START Given entries
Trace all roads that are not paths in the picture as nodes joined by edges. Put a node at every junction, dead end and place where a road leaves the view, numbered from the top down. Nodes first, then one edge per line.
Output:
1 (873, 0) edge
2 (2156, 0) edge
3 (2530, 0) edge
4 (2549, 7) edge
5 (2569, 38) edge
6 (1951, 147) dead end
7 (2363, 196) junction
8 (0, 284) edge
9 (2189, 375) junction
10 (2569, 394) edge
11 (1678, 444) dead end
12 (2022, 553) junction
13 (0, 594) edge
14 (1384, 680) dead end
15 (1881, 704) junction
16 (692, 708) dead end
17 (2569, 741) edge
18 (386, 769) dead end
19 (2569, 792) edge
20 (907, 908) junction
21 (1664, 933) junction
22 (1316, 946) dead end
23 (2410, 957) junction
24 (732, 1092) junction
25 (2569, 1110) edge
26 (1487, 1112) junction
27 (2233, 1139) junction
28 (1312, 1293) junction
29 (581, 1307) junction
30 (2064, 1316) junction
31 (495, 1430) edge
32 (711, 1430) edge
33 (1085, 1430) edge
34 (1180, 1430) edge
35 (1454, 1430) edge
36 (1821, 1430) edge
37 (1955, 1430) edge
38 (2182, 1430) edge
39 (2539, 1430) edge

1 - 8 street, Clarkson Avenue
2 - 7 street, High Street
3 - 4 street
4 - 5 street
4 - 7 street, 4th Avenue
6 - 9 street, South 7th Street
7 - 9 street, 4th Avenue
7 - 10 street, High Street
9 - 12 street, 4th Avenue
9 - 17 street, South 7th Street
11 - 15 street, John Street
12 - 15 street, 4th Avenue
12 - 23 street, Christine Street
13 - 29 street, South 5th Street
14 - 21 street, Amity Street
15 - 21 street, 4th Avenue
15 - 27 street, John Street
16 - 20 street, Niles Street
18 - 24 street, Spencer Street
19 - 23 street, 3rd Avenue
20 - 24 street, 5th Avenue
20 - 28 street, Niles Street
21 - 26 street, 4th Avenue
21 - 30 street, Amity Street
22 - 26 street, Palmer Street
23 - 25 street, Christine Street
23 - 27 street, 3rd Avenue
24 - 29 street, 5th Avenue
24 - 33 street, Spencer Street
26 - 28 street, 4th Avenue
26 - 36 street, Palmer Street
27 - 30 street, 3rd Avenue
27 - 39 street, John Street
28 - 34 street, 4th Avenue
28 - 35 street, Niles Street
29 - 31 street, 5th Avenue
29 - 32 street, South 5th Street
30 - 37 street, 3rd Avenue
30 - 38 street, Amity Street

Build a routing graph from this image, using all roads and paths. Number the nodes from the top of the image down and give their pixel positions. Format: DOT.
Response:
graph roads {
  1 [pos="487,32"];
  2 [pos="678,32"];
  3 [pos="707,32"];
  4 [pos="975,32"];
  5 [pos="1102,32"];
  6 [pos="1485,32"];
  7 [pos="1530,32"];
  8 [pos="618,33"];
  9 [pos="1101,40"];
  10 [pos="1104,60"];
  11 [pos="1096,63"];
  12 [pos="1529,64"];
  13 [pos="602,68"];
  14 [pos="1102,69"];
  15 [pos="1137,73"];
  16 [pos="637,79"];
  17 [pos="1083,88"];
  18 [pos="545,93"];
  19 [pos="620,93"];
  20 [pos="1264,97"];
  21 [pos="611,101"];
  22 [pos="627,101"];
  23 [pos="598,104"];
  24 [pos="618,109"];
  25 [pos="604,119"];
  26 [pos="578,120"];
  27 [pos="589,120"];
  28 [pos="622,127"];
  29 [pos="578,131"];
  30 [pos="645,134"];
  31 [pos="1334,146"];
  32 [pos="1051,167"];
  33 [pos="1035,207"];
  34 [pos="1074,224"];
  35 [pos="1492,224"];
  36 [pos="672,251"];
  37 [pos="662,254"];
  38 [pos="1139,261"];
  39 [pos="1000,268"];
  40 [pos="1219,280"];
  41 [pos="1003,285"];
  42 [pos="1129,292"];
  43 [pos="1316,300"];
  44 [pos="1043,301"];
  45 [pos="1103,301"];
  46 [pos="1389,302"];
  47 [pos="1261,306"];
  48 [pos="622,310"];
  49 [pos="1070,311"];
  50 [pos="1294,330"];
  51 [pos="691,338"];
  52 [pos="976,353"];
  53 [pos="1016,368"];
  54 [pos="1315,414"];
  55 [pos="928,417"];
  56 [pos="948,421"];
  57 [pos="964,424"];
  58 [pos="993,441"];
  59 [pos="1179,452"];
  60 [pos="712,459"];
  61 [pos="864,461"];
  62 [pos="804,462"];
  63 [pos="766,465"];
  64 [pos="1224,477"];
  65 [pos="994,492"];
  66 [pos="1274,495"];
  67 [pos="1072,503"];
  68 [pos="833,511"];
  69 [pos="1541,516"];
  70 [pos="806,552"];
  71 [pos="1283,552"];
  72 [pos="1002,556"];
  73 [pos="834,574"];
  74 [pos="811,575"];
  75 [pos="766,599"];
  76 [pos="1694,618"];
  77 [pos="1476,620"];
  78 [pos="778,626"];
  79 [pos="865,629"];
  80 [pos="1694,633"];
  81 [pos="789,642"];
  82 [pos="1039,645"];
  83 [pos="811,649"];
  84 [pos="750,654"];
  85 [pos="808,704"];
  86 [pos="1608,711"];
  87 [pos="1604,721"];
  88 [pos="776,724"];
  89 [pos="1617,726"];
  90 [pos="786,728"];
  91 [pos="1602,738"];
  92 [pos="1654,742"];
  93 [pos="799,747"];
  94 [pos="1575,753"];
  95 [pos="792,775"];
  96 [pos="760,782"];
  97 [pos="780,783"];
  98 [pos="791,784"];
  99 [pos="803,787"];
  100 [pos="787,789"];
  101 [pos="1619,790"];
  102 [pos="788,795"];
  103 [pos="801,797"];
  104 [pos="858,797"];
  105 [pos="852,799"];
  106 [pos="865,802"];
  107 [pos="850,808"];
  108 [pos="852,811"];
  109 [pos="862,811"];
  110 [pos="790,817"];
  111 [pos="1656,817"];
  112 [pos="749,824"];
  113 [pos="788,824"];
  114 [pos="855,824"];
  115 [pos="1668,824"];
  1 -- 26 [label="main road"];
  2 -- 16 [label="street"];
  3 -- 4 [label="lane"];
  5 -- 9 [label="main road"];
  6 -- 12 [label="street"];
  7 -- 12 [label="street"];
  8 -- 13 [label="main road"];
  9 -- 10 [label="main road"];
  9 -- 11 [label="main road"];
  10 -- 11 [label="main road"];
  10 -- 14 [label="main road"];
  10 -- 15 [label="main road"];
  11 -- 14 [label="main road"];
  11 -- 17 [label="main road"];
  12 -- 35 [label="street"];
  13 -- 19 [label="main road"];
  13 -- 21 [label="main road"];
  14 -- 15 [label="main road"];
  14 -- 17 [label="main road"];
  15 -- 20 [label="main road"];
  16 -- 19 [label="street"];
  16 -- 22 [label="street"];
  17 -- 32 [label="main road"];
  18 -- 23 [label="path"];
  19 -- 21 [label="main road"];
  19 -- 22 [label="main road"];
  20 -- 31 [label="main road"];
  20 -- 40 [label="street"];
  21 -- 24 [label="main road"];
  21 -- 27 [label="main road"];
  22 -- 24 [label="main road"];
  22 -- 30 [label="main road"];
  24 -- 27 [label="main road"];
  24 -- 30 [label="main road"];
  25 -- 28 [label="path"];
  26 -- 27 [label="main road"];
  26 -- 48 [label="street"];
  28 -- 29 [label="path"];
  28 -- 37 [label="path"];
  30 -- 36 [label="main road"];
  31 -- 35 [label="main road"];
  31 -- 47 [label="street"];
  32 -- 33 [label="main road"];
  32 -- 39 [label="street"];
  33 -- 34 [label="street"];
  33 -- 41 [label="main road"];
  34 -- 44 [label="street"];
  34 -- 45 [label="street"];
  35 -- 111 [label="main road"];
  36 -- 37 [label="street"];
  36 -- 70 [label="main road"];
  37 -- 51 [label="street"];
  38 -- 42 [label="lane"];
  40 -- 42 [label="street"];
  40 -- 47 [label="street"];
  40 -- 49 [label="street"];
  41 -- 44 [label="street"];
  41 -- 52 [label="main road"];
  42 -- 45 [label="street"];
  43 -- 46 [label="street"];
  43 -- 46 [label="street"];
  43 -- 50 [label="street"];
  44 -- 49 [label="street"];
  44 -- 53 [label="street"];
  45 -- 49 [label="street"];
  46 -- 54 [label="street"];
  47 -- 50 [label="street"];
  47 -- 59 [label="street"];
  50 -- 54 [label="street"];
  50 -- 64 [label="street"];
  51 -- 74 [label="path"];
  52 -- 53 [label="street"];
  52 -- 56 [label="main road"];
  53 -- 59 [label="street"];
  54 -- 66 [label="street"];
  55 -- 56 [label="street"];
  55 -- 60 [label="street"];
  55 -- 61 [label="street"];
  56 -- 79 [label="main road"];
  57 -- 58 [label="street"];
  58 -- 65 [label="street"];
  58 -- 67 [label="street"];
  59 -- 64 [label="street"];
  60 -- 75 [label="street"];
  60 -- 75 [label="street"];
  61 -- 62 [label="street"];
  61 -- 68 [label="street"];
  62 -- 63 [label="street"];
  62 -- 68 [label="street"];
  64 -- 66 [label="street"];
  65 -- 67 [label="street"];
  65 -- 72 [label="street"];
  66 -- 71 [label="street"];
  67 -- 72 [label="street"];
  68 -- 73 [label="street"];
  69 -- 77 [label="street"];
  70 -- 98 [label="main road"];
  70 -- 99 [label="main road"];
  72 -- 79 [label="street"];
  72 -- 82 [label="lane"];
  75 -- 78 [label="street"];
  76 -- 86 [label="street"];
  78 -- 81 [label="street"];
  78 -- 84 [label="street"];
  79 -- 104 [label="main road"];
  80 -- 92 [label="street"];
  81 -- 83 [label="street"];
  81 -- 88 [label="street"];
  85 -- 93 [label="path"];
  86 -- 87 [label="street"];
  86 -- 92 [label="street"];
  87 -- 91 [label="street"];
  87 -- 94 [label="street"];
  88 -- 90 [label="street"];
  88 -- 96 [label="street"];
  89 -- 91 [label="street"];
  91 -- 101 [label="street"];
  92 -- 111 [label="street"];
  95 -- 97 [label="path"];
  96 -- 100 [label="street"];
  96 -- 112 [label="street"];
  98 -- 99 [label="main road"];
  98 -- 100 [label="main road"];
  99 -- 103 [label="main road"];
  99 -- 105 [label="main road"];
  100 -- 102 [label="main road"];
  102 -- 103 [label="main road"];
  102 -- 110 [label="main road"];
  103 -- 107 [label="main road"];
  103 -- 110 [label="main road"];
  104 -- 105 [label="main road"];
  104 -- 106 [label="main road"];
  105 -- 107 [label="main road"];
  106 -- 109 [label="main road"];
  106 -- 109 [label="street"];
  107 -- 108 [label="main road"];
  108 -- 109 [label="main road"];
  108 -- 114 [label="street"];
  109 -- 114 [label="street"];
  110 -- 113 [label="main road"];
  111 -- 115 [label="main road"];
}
END Given entries
Task requirements:
Filter the entries down to the lines with the word "Niles" in them.

Solution to the exercise:
16 - 20 street, Niles Street
20 - 28 street, Niles Street
28 - 35 street, Niles Street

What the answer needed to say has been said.